A bandeira tarifária permanecerá amarela em agosto, segundo informação da Aneel. O acréscimo de R$ 1,88 a cada 100 quilowatts-hora consumidos nas contas de luz continuará valendo para todos os consumidores conectados ao Sistema Interligado Nacional. Este será o quarto mês consecutivo com a bandeira amarela. Segundo a Aneel, a permanência da cobrança está relacionada ao período seco no Brasil, que reduz a geração pelas hidrelétricas devido ao menor volume dos reservatórios e exige o acionamento de usinas termelétricas, cuja produção é mais cara. "A sinalização reflete condições menos favoráveis de geração de energia no país em razão do período seco, quando há redução nos níveis dos reservatórios das hidrelétricas e necessidade de acionamento de usinas termelétricas, que possuem custo mais elevado", explica a agência em nota.
O sistema de bandeiras tarifárias foi criado pela Aneel em 2015 para refletir os custos variáveis da geração de energia elétrica.

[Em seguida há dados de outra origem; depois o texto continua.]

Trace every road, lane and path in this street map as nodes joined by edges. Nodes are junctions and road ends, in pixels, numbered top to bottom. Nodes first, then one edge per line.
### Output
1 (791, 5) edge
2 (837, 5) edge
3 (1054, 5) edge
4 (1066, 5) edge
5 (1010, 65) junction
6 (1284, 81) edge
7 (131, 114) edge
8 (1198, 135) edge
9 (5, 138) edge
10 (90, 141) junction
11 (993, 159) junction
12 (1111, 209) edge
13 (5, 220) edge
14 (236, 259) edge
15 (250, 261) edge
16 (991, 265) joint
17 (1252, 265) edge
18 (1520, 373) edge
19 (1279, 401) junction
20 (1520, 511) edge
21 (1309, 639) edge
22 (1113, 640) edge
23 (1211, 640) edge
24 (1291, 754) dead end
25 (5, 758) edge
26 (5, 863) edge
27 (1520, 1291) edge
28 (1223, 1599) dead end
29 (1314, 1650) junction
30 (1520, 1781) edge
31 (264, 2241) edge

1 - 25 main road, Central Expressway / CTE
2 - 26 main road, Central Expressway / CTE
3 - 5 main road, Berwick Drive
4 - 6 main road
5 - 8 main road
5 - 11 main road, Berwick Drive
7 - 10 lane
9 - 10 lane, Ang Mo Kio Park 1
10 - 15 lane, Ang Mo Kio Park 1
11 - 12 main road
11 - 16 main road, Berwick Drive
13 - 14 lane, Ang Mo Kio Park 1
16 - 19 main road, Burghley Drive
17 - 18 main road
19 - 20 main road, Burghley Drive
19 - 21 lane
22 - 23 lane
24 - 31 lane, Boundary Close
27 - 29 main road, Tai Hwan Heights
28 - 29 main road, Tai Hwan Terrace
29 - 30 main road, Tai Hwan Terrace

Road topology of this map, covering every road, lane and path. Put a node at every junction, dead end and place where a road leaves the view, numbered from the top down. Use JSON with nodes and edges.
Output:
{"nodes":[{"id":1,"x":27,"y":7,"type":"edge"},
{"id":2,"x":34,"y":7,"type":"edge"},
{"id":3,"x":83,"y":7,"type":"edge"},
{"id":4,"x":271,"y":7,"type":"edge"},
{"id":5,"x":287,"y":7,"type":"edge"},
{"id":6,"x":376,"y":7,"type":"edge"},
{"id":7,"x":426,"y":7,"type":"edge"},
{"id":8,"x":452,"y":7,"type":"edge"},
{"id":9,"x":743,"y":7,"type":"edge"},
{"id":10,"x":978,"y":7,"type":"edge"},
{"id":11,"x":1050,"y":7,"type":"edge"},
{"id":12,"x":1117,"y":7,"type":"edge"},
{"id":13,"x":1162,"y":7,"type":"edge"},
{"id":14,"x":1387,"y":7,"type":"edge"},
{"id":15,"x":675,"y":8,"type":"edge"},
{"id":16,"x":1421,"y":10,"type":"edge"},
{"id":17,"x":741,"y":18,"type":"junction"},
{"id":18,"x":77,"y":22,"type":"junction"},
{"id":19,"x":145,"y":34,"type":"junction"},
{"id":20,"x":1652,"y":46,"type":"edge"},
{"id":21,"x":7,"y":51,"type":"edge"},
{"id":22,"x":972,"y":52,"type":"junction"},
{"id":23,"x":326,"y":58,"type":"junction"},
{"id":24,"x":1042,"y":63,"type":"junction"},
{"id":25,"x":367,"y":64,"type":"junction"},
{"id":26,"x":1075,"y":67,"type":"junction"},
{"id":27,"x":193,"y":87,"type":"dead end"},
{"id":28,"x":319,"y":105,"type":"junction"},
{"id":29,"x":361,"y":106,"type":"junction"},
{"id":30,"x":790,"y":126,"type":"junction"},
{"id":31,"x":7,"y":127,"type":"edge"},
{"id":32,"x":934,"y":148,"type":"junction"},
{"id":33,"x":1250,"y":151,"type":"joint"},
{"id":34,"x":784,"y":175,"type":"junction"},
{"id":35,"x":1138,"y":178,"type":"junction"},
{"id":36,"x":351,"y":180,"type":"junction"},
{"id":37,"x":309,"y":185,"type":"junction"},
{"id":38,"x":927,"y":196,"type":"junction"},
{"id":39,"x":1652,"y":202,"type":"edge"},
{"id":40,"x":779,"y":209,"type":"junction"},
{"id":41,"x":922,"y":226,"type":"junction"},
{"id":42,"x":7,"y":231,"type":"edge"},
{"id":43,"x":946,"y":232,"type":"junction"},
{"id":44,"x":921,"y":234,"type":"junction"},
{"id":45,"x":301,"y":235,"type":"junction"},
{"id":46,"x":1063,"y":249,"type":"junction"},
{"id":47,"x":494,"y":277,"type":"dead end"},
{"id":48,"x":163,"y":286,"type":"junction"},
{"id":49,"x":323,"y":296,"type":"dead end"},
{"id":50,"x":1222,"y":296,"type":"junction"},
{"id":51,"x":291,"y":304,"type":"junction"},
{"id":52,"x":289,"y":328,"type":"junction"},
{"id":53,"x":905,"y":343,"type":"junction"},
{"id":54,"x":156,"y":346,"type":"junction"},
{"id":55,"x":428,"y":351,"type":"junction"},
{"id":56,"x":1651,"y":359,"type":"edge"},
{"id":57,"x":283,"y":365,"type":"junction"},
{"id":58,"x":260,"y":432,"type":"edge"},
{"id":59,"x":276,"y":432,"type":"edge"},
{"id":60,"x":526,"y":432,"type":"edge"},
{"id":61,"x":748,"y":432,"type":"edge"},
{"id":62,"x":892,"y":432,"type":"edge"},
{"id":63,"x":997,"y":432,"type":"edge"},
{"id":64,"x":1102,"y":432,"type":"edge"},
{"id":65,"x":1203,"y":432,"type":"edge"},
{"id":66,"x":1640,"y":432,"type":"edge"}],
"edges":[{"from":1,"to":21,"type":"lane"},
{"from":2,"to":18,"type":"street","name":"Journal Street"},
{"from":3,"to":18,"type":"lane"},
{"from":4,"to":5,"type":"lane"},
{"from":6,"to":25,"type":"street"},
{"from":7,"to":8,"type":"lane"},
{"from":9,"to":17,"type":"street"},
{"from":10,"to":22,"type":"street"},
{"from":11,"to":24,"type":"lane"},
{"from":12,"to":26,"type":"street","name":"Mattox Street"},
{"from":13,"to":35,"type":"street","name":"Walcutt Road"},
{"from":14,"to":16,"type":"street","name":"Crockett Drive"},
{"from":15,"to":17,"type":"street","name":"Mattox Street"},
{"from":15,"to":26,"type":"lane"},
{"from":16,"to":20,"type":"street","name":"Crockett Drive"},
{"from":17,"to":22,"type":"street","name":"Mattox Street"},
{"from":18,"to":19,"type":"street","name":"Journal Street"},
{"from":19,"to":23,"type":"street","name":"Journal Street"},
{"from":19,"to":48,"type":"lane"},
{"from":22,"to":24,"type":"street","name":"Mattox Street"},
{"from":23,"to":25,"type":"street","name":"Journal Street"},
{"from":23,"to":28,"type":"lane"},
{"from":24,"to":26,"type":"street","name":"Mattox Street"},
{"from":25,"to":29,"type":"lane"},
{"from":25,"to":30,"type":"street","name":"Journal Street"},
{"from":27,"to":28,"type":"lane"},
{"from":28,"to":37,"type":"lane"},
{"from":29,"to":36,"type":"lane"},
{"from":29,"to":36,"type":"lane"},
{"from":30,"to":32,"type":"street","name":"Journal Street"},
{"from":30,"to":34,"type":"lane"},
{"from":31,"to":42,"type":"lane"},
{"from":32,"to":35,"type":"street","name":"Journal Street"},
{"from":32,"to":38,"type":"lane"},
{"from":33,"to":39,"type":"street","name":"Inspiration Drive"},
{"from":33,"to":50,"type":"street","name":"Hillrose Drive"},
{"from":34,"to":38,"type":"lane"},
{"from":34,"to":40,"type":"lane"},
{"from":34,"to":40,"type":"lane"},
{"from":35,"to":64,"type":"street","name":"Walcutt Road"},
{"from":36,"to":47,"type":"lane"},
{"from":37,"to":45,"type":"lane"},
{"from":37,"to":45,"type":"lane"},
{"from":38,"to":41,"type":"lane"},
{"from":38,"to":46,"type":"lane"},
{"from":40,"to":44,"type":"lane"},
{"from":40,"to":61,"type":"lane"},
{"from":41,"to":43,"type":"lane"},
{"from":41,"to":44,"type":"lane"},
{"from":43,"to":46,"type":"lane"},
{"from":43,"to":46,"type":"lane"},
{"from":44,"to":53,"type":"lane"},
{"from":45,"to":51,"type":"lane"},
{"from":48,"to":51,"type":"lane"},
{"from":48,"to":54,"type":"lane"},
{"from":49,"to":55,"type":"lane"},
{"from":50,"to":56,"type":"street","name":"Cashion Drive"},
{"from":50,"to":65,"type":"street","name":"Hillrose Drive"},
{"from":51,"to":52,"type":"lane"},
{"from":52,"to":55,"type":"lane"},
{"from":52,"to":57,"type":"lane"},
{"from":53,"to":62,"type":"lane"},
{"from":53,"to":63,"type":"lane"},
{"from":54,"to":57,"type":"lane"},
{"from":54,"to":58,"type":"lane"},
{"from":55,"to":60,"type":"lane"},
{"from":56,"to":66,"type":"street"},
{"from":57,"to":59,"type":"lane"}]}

As cores indicam quanto custa produzir a energia fornecida a residências, estabelecimentos comerciais e indústrias atendidas pelo SIN. Todo mês, o Operador Nacional do Sistema Elétrico reavalia as condições de operação e define a estratégia de geração, estimando os custos repassados por meio das bandeiras. Na bandeira verde, não há cobrança adicional; nas bandeiras amarela e vermelha, o valor é acrescido conforme o consumo.
Os acréscimos por modalidade são os seguintes: na bandeira amarela, R$ 1,88 a cada 100 kWh; na vermelha Patamar 1, R$ 4,46 a cada 100 kWh; e na vermelha Patamar 2, R$ 7,87 a cada 100 kWh.